Available data -
::::::::

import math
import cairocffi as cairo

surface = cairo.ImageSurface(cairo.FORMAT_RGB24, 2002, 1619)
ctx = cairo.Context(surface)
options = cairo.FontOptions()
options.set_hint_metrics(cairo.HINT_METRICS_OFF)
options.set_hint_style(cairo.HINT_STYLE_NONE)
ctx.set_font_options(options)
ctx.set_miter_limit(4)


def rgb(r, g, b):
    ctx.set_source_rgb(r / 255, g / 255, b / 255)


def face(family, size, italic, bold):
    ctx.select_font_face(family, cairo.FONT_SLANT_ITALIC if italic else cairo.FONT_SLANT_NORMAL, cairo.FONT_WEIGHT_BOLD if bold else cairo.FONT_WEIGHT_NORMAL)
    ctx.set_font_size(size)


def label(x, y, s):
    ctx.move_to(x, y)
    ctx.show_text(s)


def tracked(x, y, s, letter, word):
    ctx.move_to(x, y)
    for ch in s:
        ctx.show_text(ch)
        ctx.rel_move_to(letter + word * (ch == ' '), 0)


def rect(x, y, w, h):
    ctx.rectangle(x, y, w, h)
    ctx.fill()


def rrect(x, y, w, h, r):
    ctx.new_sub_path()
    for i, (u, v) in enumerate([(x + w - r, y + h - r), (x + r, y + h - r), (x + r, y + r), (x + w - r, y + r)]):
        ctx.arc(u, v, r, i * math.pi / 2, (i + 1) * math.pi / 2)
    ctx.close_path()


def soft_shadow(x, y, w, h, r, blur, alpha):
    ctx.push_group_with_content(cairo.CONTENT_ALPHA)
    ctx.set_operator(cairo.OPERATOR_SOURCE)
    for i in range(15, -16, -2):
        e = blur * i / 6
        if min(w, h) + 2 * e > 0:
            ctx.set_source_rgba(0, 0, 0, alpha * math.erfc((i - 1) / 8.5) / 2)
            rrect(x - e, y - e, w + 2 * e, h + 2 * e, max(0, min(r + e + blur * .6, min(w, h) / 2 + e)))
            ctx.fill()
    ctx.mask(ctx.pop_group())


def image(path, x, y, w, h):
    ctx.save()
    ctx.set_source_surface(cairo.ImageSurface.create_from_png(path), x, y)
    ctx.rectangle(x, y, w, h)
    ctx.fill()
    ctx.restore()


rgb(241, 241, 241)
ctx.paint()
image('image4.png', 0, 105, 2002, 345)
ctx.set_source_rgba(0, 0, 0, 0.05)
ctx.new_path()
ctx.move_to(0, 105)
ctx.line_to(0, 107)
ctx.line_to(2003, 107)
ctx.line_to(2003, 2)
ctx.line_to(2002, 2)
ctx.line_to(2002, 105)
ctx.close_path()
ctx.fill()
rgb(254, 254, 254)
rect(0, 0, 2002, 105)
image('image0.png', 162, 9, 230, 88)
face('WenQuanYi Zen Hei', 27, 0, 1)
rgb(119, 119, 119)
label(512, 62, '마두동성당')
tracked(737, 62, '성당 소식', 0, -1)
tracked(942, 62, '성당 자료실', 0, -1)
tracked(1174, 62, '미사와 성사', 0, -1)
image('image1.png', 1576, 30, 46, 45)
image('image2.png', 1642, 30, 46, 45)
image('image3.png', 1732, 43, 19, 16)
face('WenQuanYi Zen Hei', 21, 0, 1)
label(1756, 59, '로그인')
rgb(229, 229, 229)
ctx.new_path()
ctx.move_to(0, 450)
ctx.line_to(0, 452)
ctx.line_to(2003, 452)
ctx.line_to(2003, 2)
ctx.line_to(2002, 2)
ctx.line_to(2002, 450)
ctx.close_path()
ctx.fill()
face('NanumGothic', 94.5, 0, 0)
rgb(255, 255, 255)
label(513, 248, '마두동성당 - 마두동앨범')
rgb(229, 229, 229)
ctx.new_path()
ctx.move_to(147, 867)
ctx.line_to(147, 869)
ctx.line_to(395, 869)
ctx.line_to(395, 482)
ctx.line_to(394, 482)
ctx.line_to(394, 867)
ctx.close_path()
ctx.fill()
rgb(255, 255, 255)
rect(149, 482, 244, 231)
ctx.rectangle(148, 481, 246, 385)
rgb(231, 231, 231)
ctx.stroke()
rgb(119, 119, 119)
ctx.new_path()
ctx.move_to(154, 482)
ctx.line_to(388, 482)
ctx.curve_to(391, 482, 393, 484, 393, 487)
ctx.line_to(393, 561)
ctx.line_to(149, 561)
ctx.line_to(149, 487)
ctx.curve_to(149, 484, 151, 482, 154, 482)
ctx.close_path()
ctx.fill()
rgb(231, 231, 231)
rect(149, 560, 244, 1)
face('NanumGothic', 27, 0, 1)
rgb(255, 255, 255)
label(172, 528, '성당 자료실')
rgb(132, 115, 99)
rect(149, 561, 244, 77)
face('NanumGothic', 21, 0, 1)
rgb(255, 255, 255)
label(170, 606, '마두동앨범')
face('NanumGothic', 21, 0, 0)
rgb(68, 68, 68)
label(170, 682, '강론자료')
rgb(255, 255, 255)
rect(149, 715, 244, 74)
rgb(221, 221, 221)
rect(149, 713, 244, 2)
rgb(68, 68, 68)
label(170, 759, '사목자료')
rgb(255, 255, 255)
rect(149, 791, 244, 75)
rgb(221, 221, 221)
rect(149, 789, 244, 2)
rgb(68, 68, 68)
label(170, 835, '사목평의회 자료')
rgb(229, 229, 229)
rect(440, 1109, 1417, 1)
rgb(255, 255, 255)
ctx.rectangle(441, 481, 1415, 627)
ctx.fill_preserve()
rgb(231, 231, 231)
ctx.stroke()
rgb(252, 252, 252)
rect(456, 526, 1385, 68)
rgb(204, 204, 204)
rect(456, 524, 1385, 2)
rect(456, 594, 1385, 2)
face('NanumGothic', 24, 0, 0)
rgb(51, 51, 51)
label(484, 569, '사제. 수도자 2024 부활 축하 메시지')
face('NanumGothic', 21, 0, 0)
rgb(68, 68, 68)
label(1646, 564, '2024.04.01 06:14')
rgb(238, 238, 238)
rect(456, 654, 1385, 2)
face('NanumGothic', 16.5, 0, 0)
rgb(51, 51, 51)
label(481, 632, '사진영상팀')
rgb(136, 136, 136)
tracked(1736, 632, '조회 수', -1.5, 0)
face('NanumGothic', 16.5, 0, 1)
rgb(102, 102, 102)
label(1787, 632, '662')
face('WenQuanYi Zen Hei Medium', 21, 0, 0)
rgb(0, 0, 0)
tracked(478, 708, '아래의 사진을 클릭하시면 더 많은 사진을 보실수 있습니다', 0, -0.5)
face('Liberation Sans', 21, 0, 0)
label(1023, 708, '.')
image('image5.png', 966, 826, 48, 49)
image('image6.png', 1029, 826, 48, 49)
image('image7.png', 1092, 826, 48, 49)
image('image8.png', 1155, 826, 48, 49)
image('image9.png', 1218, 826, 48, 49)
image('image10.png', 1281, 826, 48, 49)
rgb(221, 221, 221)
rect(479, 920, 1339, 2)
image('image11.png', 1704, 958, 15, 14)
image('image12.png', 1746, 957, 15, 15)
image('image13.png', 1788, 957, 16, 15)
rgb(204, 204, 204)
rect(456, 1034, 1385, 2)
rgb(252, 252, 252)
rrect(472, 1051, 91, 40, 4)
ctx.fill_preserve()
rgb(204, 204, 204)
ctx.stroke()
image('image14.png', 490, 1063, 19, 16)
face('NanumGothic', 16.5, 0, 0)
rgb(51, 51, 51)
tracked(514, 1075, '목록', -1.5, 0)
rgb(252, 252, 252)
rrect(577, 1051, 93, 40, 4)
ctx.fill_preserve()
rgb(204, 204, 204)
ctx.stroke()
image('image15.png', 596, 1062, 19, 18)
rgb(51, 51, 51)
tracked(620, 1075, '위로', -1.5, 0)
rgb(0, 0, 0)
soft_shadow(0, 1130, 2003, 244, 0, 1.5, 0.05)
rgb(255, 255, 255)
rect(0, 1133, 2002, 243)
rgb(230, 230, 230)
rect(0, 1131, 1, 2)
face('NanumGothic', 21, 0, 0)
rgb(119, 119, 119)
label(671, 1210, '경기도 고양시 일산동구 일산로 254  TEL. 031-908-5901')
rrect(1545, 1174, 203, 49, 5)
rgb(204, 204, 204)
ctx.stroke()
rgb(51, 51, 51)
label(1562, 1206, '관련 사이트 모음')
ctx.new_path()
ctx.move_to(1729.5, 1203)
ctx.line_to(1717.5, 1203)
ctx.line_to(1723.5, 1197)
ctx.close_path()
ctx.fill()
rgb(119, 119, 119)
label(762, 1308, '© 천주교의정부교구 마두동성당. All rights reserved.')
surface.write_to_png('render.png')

::::::::

Exercise description -
Working from the records above, write out verbatim only the lines from the line containing "ctx.show_text(s)" through the line containing "ctx.restore()".

Exercise response -
    ctx.show_text(s)


def tracked(x, y, s, letter, word):
    ctx.move_to(x, y)
    for ch in s:
        ctx.show_text(ch)
        ctx.rel_move_to(letter + word * (ch == ' '), 0)


def rect(x, y, w, h):
    ctx.rectangle(x, y, w, h)
    ctx.fill()


def rrect(x, y, w, h, r):
    ctx.new_sub_path()
    for i, (u, v) in enumerate([(x + w - r, y + h - r), (x + r, y + h - r), (x + r, y + r), (x + w - r, y + r)]):
        ctx.arc(u, v, r, i * math.pi / 2, (i + 1) * math.pi / 2)
    ctx.close_path()


def soft_shadow(x, y, w, h, r, blur, alpha):
    ctx.push_group_with_content(cairo.CONTENT_ALPHA)
    ctx.set_operator(cairo.OPERATOR_SOURCE)
    for i in range(15, -16, -2):
        e = blur * i / 6
        if min(w, h) + 2 * e > 0:
            ctx.set_source_rgba(0, 0, 0, alpha * math.erfc((i - 1) / 8.5) / 2)
            rrect(x - e, y - e, w + 2 * e, h + 2 * e, max(0, min(r + e + blur * .6, min(w, h) / 2 + e)))
            ctx.fill()
    ctx.mask(ctx.pop_group())


def image(path, x, y, w, h):
    ctx.save()
    ctx.set_source_surface(cairo.ImageSurface.create_from_png(path), x, y)
    ctx.rectangle(x, y, w, h)
    ctx.fill()
    ctx.restore()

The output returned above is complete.